Author: Marty Wingate
Publisher: Random House – Alibi
Rating: 5 stars
Provided by Publisher
Blurb: Manager of a tourist center in a quaint British village, Julia Lanchester finds herself with more ideas than time. Her boss is the Earl Fotheringill himself, but apart from him, she doesn’t mix well with the aristocracy. Unfortunately, toxic mold forces her from her cottage and into one of the earl’s countless spare rooms at the Hall. She tries to get a handle on her overload of work, while she finds herself arguing with dinner guests, chaffing at the sudden interest the earl’s son has in running the estate, and missing her new beau, Michael Sedgwick.
Her life goes from bad to sinister when Julia discovers poisoned sparrowhawks on the expansive estate grounds. And soon after, she finds one of the Hall’s visitors murdered—felled by the same poison. While simultaneously both spooked and angry, she still can’t keep herself from snooping, and dragging Michael along into her investigation. But will she find the culprit before her own wings are clipped?

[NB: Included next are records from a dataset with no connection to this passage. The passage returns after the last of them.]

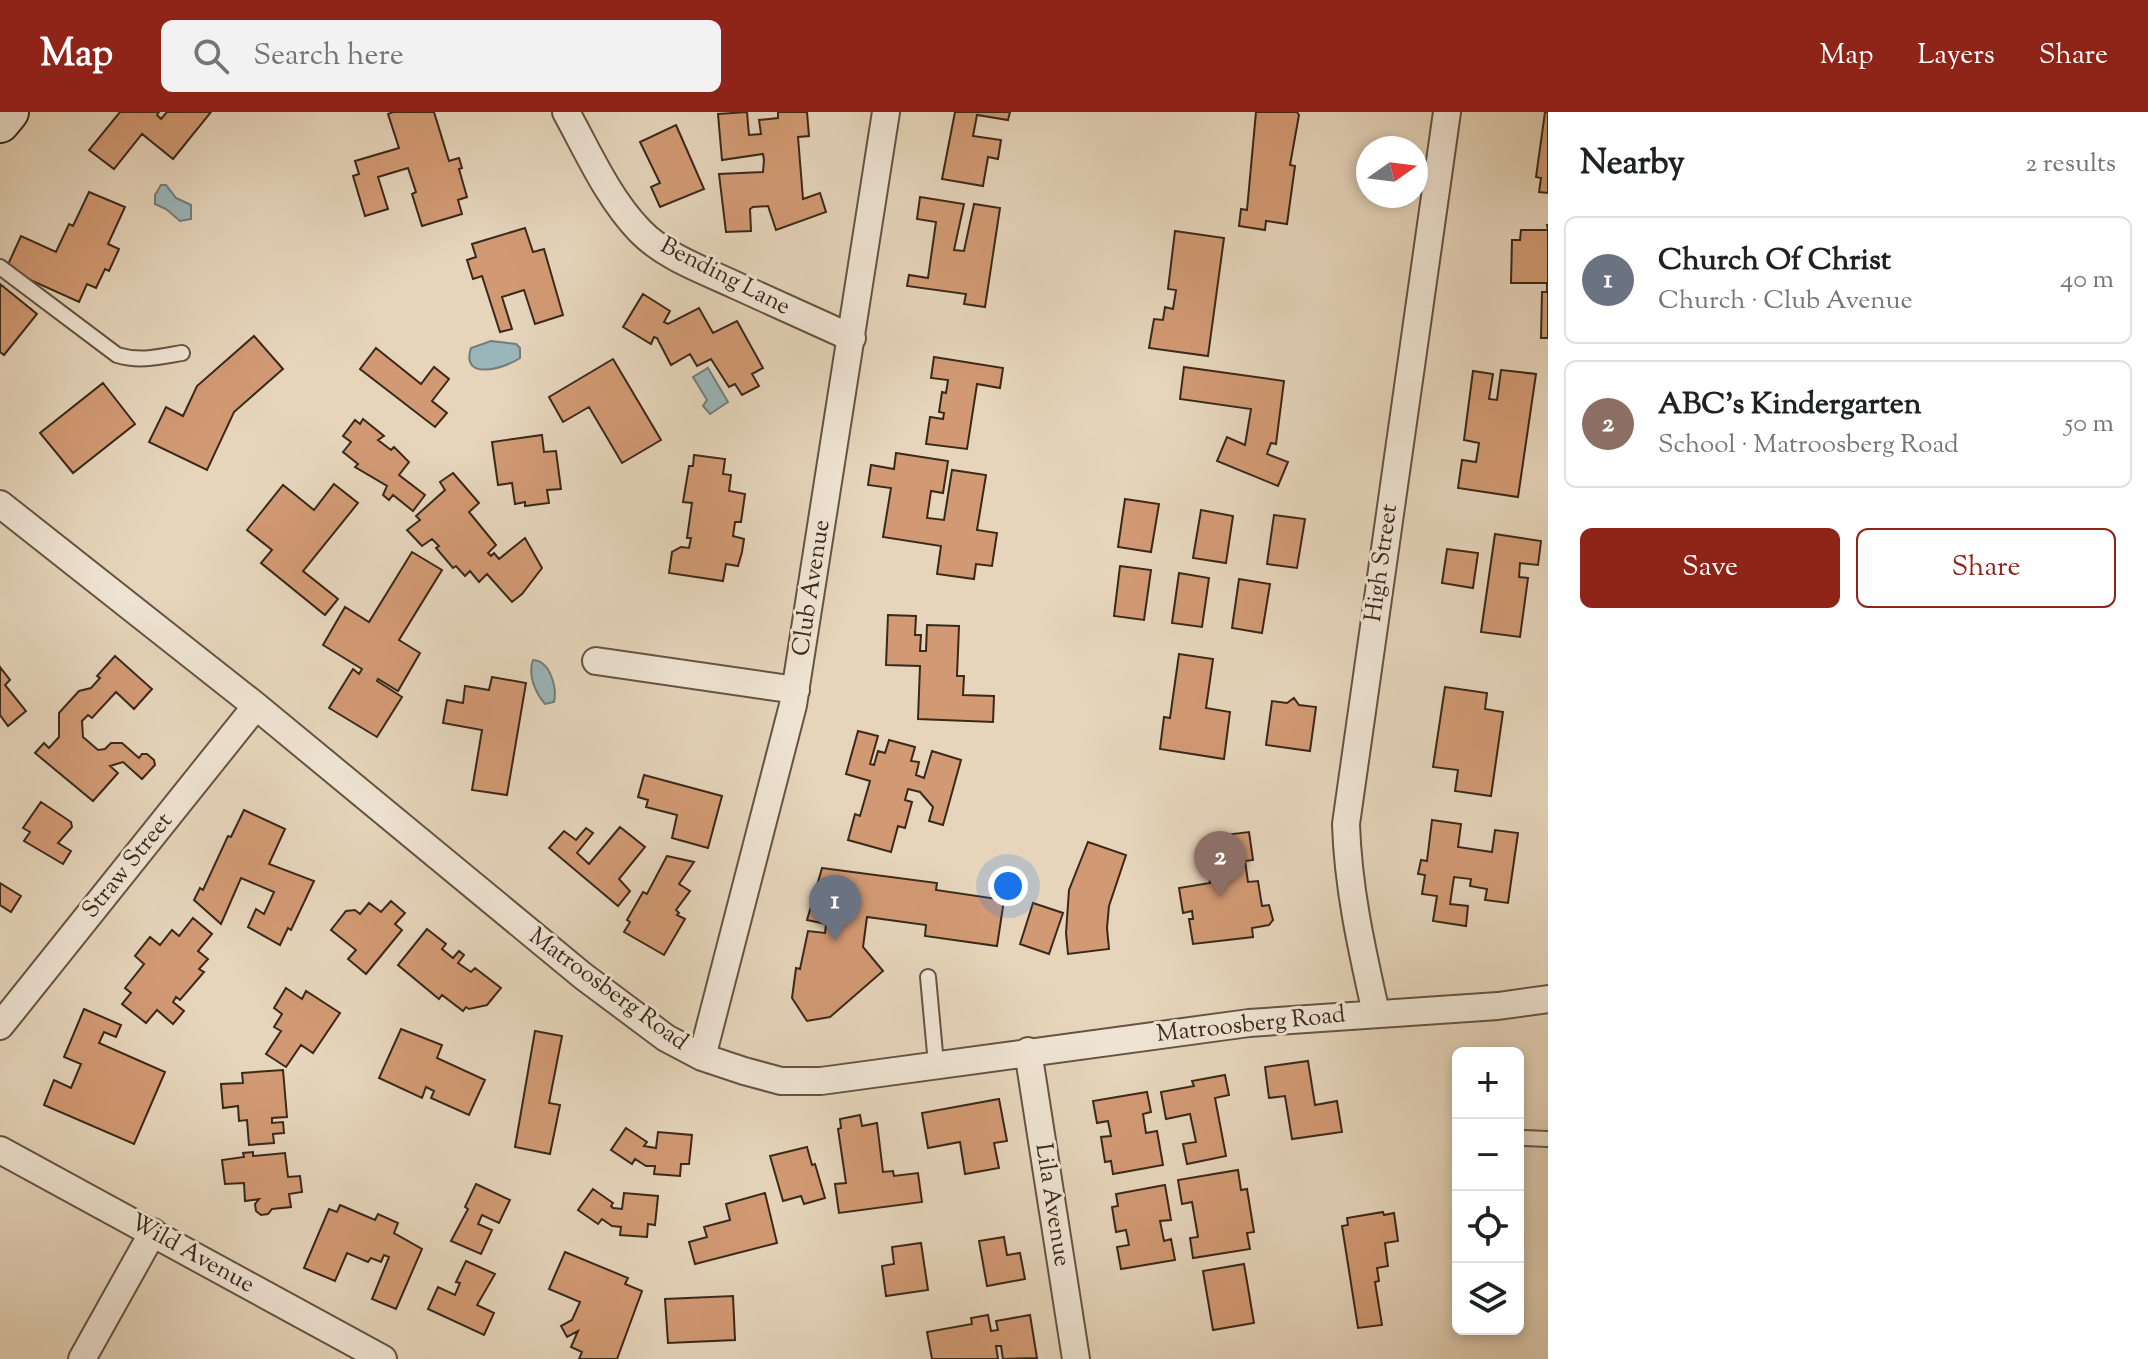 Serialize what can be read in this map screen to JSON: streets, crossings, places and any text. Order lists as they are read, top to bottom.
{
  "streets": {
    "street": [
      "Bending Lane",
      "High Street",
      "Club Avenue",
      "Straw Street",
      "Matroosberg Road",
      "Lila Avenue",
      "Wild Avenue"
    ]
  },
  "crossings": [
    ["Bending Lane", "Club Avenue"],
    ["High Street", "Matroosberg Road"],
    ["Club Avenue", "Matroosberg Road"],
    ["Straw Street", "Matroosberg Road"],
    ["Matroosberg Road", "Lila Avenue"]
  ],
  "north": "right",
  "page": {
    "header": "Map",
    "search": "Search here",
    "nav": ["Map", "Layers", "Share"],
    "heading": ["Nearby", "2 results"],
    "list": [
      {
        "mark": "1",
        "name": "Church Of Christ",
        "note": "Church · Club Avenue",
        "value": "40 m"
      },
      {
        "mark": "2",
        "name": "ABC's Kindergarten",
        "note": "School · Matroosberg Road",
        "value": "50 m"
      }
    ],
    "buttons": ["Save", "Share"],
    "pins": ["2", "1"],
    "map_buttons": ["+", "−"]
  }
} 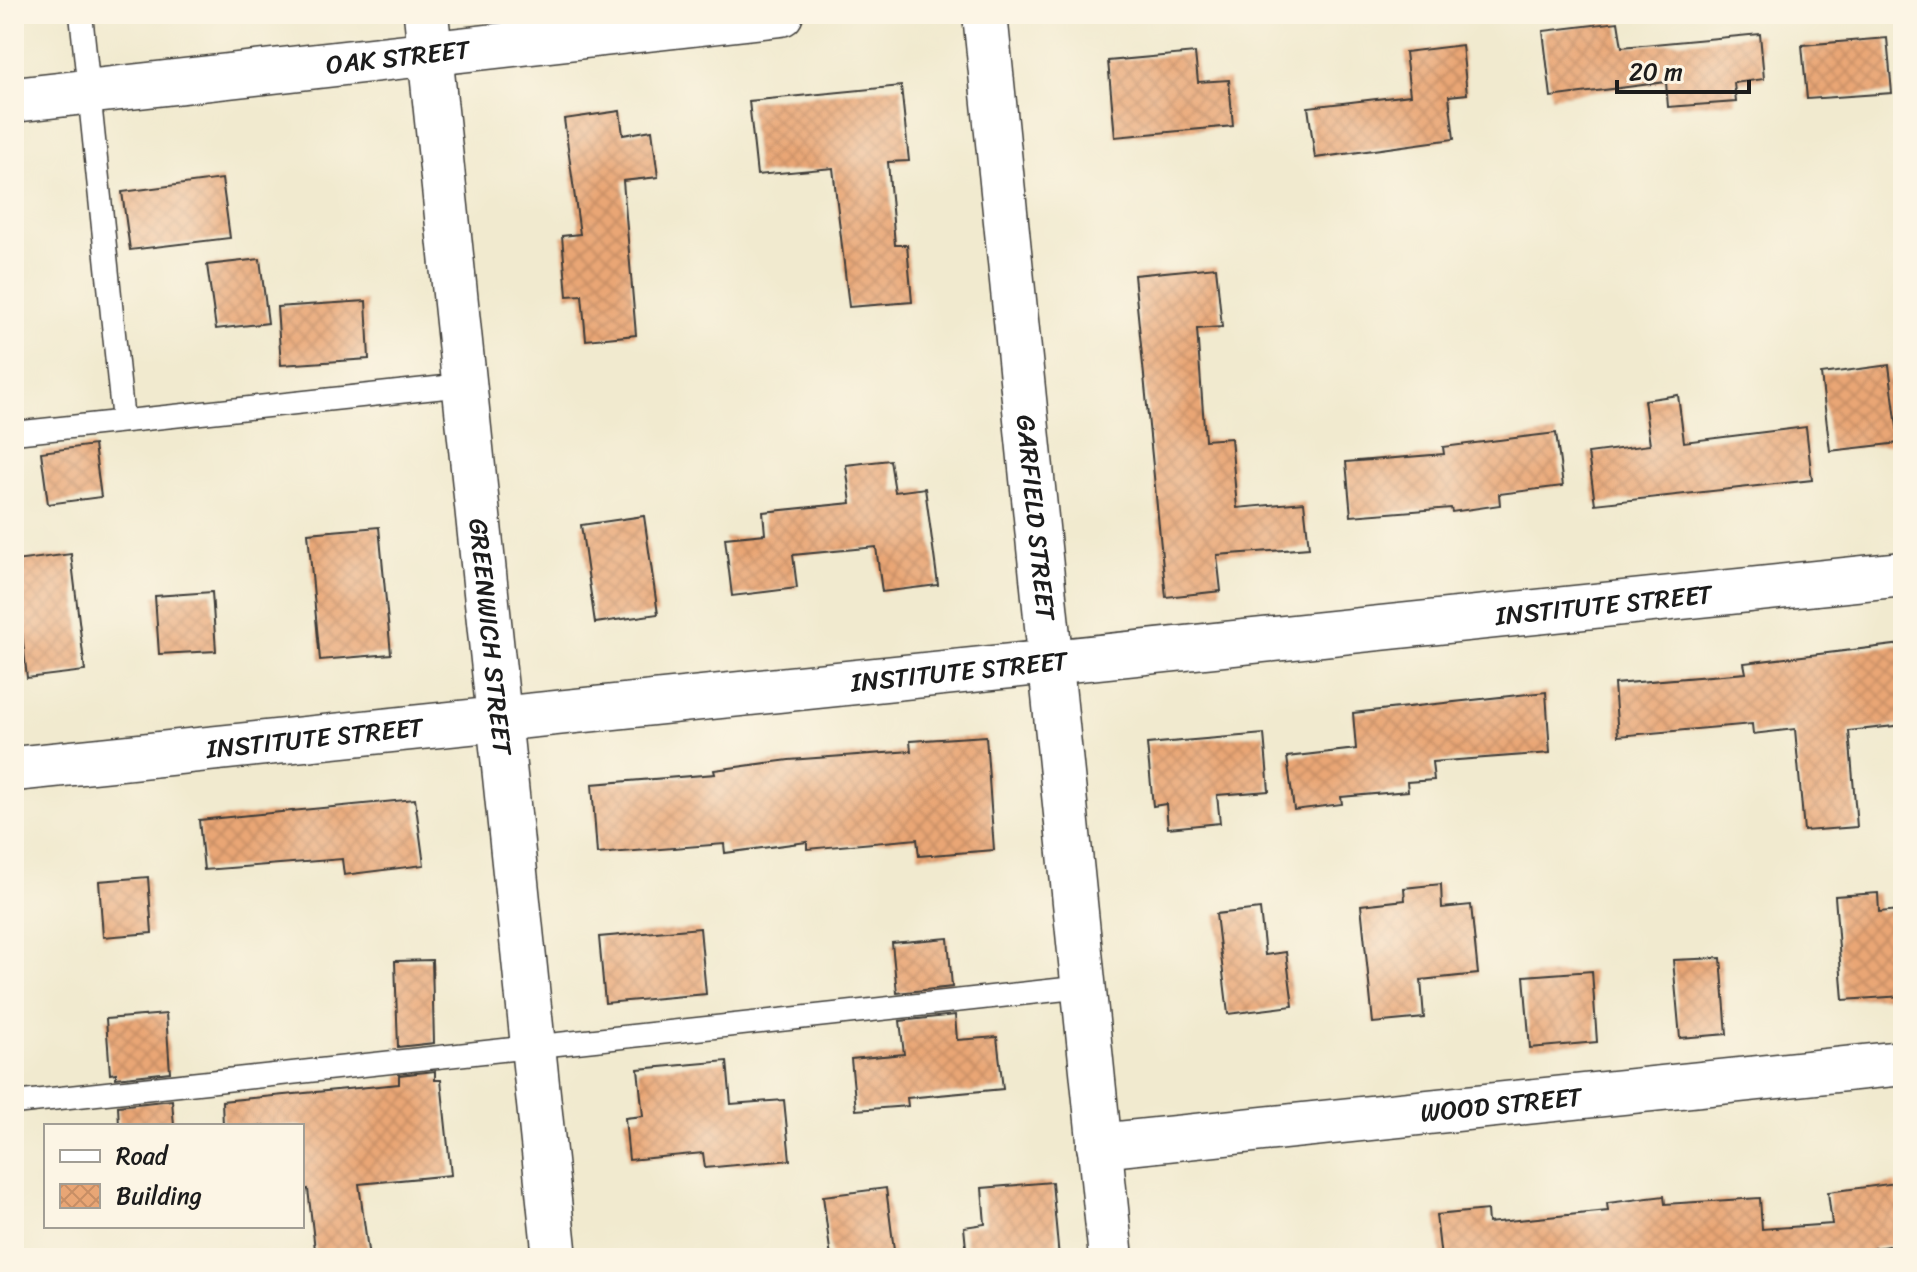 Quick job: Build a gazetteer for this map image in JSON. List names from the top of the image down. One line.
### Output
{"streets":{"street":["OAK STREET","GARFIELD STREET","INSTITUTE STREET","GREENWICH STREET","WOOD STREET"]},"crossings":[["OAK STREET","GREENWICH STREET"],["GARFIELD STREET","INSTITUTE STREET"],["GARFIELD STREET","WOOD STREET"],["INSTITUTE STREET","GREENWICH STREET"]],"legend":["Road","Building"],"scale_bar":"20 m"}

Review: When I first started this charming mystery, I wasn’t sure if I had missed a book in between the first one and this one. Some time had passed and I didn’t remember the changes–which is probably me. Julia Lancaster and her boyfriend Michael had evolved in their relationship; he was now working as her father’s assistant while filming his BBC orinthology program, A Bird in the Hand. Things were going swimmingly at the Tourist Information Centre (TIC) where Julia and Vera were busy making plans for all the exciting, potentially profitable events at Fotheringill. Linus was, as always, ever admiring while remaining utterly dull.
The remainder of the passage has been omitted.